:: EXERCISE DESCRIPTION ::
Search the entries for the word "Augusta" and copy each line that has it.

:: EXTRACTED RECORDS ::
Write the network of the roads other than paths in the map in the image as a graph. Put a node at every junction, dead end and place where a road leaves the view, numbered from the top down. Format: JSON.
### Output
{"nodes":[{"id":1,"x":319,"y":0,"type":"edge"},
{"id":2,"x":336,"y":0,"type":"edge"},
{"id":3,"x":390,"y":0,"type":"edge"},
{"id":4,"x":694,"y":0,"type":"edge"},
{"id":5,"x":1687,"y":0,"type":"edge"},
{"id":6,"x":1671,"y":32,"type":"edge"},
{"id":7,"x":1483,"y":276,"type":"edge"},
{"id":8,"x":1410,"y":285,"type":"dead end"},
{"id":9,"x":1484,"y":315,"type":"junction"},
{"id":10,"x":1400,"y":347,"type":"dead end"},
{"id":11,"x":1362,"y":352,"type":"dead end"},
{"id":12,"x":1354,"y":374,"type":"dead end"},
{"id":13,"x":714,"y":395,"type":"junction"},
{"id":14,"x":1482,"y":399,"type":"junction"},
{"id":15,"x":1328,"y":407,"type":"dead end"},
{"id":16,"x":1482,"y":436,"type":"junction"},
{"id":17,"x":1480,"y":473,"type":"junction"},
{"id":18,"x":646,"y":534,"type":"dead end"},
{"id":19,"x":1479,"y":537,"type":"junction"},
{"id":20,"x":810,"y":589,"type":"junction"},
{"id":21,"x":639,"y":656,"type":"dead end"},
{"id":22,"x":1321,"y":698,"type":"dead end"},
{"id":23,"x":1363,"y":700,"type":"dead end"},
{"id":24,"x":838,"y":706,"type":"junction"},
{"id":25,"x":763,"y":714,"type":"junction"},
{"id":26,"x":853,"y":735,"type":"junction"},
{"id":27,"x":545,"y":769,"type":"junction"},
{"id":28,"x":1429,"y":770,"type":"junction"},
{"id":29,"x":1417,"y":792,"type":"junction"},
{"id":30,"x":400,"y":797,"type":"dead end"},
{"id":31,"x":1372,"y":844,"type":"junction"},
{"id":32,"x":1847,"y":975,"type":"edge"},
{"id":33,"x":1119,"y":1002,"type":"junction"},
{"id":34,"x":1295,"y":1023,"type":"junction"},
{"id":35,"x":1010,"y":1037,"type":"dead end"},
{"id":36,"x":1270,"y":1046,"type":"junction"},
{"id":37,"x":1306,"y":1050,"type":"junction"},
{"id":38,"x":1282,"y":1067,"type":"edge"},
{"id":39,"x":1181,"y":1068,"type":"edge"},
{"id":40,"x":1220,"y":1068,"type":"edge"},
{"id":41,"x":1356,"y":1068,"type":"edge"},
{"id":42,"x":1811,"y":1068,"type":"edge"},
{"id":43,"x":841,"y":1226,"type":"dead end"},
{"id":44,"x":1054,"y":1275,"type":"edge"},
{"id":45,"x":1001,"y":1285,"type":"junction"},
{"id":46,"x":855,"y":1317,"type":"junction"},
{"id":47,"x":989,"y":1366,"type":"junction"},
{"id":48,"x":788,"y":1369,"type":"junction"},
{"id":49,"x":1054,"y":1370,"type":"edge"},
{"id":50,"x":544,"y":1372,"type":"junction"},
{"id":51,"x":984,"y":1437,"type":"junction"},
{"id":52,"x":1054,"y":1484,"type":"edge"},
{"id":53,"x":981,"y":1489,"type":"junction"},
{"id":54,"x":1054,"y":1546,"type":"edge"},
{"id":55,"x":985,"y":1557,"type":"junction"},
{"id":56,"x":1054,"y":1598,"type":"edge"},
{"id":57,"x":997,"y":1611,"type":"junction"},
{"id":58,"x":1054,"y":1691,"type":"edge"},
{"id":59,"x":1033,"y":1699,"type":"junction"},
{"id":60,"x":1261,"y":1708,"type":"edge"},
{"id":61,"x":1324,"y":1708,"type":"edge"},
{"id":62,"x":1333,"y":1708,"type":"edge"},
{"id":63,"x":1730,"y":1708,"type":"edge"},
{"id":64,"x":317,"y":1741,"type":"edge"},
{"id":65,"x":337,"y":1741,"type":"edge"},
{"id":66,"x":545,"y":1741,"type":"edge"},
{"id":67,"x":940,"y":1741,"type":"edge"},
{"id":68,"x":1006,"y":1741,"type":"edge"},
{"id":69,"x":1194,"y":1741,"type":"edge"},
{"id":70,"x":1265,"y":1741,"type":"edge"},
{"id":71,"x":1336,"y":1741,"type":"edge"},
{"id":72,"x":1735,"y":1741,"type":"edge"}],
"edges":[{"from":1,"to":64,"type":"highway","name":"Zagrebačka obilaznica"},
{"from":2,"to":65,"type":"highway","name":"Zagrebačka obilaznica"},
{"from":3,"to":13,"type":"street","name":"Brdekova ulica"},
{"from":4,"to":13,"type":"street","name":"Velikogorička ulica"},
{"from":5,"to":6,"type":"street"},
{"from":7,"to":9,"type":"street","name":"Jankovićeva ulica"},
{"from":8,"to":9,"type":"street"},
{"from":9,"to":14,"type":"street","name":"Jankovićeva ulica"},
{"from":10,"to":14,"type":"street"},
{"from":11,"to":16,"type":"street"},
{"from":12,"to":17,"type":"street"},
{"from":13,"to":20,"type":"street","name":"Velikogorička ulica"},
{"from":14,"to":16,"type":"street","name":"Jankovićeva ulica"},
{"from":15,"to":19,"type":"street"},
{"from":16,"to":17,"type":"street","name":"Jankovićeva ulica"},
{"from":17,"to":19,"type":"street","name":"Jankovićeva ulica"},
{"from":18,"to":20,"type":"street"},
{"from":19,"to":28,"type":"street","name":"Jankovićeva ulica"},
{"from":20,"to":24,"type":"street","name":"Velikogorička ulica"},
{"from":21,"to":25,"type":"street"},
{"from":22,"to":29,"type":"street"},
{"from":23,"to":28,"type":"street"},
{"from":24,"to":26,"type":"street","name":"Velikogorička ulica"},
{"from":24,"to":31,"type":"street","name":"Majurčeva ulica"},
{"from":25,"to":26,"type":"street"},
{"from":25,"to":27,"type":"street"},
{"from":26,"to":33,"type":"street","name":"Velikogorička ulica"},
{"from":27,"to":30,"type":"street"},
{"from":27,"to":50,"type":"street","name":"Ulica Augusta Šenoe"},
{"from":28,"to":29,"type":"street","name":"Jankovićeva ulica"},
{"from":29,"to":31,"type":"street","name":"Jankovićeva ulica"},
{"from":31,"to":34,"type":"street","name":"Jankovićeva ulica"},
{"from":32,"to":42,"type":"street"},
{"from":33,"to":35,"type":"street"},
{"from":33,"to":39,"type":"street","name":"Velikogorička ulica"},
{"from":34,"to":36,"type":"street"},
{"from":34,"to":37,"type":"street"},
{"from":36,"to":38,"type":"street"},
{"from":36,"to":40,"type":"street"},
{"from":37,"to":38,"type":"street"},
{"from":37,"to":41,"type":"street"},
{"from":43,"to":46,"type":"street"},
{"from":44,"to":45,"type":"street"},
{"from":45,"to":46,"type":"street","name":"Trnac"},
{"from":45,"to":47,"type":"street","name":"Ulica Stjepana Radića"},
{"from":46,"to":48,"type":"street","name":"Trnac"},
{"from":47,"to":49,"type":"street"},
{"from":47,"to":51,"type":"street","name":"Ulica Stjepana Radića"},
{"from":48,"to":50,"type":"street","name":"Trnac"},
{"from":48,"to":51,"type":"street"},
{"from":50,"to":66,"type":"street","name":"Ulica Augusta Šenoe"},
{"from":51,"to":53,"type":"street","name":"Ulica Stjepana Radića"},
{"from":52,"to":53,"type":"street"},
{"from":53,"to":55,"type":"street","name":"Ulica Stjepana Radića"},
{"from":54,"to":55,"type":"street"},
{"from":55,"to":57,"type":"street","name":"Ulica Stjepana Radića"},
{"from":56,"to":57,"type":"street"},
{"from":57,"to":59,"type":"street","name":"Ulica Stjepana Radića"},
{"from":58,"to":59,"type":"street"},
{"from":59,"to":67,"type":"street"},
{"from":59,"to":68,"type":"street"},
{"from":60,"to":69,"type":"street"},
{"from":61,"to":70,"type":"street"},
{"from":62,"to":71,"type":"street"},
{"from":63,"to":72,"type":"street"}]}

:: YOUR RESPONSE ::
{"from":27,"to":50,"type":"street","name":"Ulica Augusta Šenoe"},
{"from":50,"to":66,"type":"street","name":"Ulica Augusta Šenoe"},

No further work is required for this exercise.